In fact, in some ways, All Cheerleaders Die is a tale of several movies: a horror film, an indie superhero tale, a battle of the sexes film, a black comedy set in a high school…the unfortunate truth is that only a few of these films actually work. The horror elements are well-done, with some nicely realized gore scenes, while the “super powers” stuff is hackneyed and trite. The battle of the sexes stuff ends up being fairly negligible (again, Donkey Punch did it much better and pulled, ahem, fewer punches), while the blackly comic high school material ends up being fairly effective. Focused on any one of these angles, All Cheerleaders Die would have been a much stronger film: as it is, the movie lacks focus and coherence, issues that McKee has never had in his previous films.
I really wanted to like All Cheerleaders Die more than I did but, alas, the film was pretty much one continual disappointment. While the acting was solid, there were never any truly stand-out performances, although Stasey did admirably as the protagonist. The film looked and sounded pretty great, which made the ultra-cheesy SFX all the more laughable and obnoxious: it was almost as if the whole concept of the magic stones was added in post-production, which is just about as bad as it sounds.
I will say, however, that I appreciated how the filmmakers managed to marginalize the concept of the “male gaze”: unlike just about every other horror film involving cheerleaders in the history of horror films, the women in All Cheerleaders Die don’t spend the film in various states of undress, the camera lasciviously tracking up and down their nude bodies.
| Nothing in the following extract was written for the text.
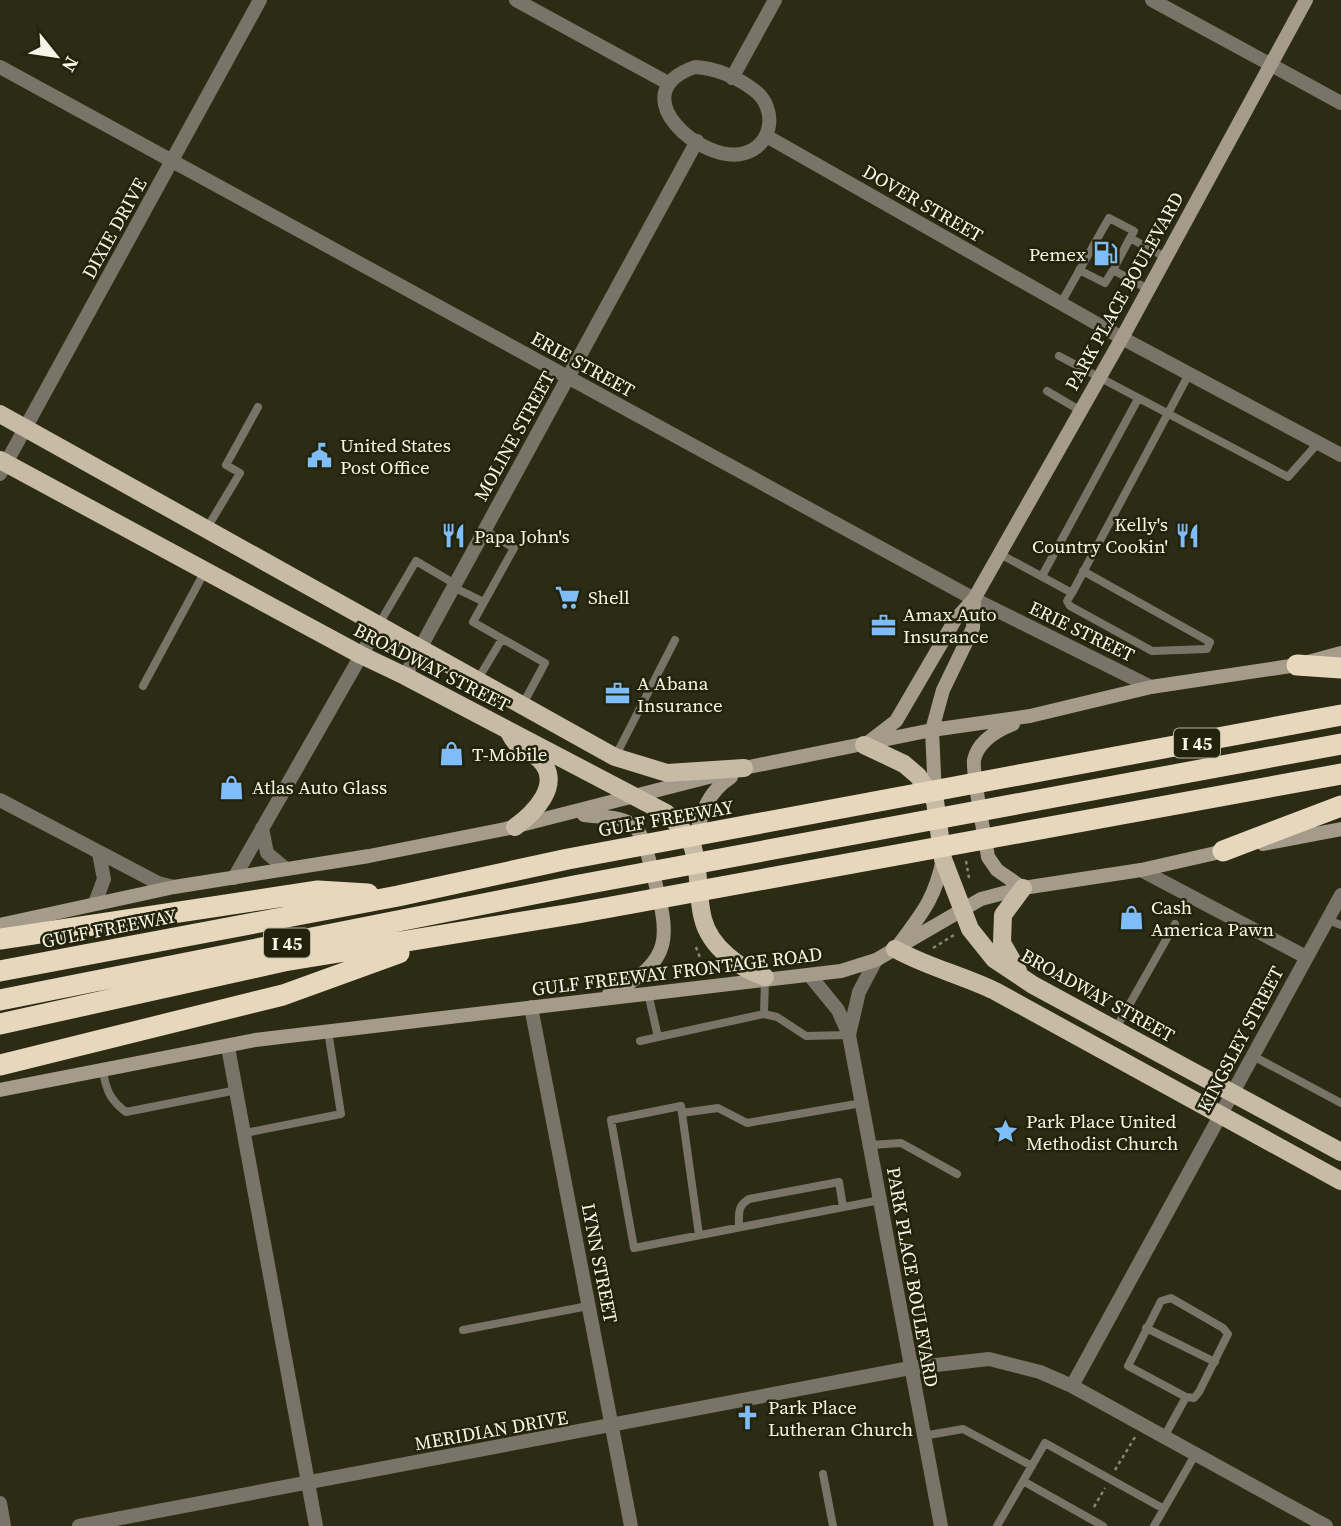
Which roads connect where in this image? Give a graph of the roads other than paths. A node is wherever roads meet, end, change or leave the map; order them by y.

In fact, there’s really only one scene that I can recall that broached this in any way and that would be the one where Tracy has just “reawakened” and proceeds to march across the street, wearing only a bra and panties, in order to find some “food.” In many ways, this is the scene that proves my rule: despite Tracy’s attire, the emphasis on the scene is squarely on her ravenous appetite, not the female form. It’s a smart bit and, unfortunately, one that I wish were repeated more often.
Ultimately, I’m probably so disappointed by All Cheerleaders Die because of my experiences with McKee’s other films: May (2002), The Woods (2006) and The Woman, along with McKee’s entry in the Master of Horror series, Sick Girl (2006), are all fascinating examinations of both feminism and male/female violence, with smart, three-dimensional characters and some astoundingly original/shocking elements. The Woman, in particular, was such a gut-punch that it easily ranks as one of the most unpleasant, yet necessary, films I’ve seen in decades. By comparison, All Cheerleaders Die is an entertaining, yet slight and disposable throwaway: by the time the climax rolls around, with Terry and the surviving women fighting like left-over Street Fighter characters, the whole thing feels like a cheap direct-to-video curiosity, rather than a film with an actual agenda.
If only the film were able to stay on the gritty road it started on: there’s definitely a really good movie buried in All Cheerleaders Die…the evidence of that film is pretty much everywhere you look. The problem, of course, ends up being that there are also at least three mediocre films trapped in there and this is, of course, at least three films too many.